Task: What you return must match the data exactly, line for line.

***** Material for this task *****

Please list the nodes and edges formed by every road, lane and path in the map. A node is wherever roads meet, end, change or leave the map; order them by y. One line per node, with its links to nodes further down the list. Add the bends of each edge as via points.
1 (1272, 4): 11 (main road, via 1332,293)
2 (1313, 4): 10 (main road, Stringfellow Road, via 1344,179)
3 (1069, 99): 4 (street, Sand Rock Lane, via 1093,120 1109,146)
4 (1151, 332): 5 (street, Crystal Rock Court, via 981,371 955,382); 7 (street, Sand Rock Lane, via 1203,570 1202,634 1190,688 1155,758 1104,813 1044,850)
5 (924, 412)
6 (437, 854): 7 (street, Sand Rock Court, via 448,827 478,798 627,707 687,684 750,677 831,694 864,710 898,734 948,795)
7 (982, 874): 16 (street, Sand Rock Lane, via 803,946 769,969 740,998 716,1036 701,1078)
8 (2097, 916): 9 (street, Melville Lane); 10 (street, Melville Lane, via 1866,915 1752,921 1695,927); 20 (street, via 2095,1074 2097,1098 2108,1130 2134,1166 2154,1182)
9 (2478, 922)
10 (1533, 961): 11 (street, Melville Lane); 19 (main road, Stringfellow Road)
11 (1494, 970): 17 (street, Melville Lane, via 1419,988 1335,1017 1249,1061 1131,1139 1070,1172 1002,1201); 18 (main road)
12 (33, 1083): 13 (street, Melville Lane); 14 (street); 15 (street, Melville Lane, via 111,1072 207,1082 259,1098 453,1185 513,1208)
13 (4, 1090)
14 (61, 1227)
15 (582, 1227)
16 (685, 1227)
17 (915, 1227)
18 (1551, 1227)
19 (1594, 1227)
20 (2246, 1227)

*****

Answer box:
Please list the nodes and edges formed by every road, lane and path in the map. A node is wherever roads meet, end, change or leave the map; order them by y. One line per node, with its links to nodes further down the list. Add the bends of each edge as via points.
1 (1272, 4): 11 (main road, via 1332,293)
2 (1313, 4): 10 (main road, Stringfellow Road, via 1344,179)
3 (1069, 99): 4 (street, Sand Rock Lane, via 1093,120 1109,146)
4 (1151, 332): 5 (street, Crystal Rock Court, via 981,371 955,382); 7 (street, Sand Rock Lane, via 1203,570 1202,634 1190,688 1155,758 1104,813 1044,850)
5 (924, 412)
6 (437, 854): 7 (street, Sand Rock Court, via 448,827 478,798 627,707 687,684 750,677 831,694 864,710 898,734 948,795)
7 (982, 874): 16 (street, Sand Rock Lane, via 803,946 769,969 740,998 716,1036 701,1078)
8 (2097, 916): 9 (street, Melville Lane); 10 (street, Melville Lane, via 1866,915 1752,921 1695,927); 20 (street, via 2095,1074 2097,1098 2108,1130 2134,1166 2154,1182)
9 (2478, 922)
10 (1533, 961): 11 (street, Melville Lane); 19 (main road, Stringfellow Road)
11 (1494, 970): 17 (street, Melville Lane, via 1419,988 1335,1017 1249,1061 1131,1139 1070,1172 1002,1201); 18 (main road)
12 (33, 1083): 13 (street, Melville Lane); 14 (street); 15 (street, Melville Lane, via 111,1072 207,1082 259,1098 453,1185 513,1208)
13 (4, 1090)
14 (61, 1227)
15 (582, 1227)
16 (685, 1227)
17 (915, 1227)
18 (1551, 1227)
19 (1594, 1227)
20 (2246, 1227)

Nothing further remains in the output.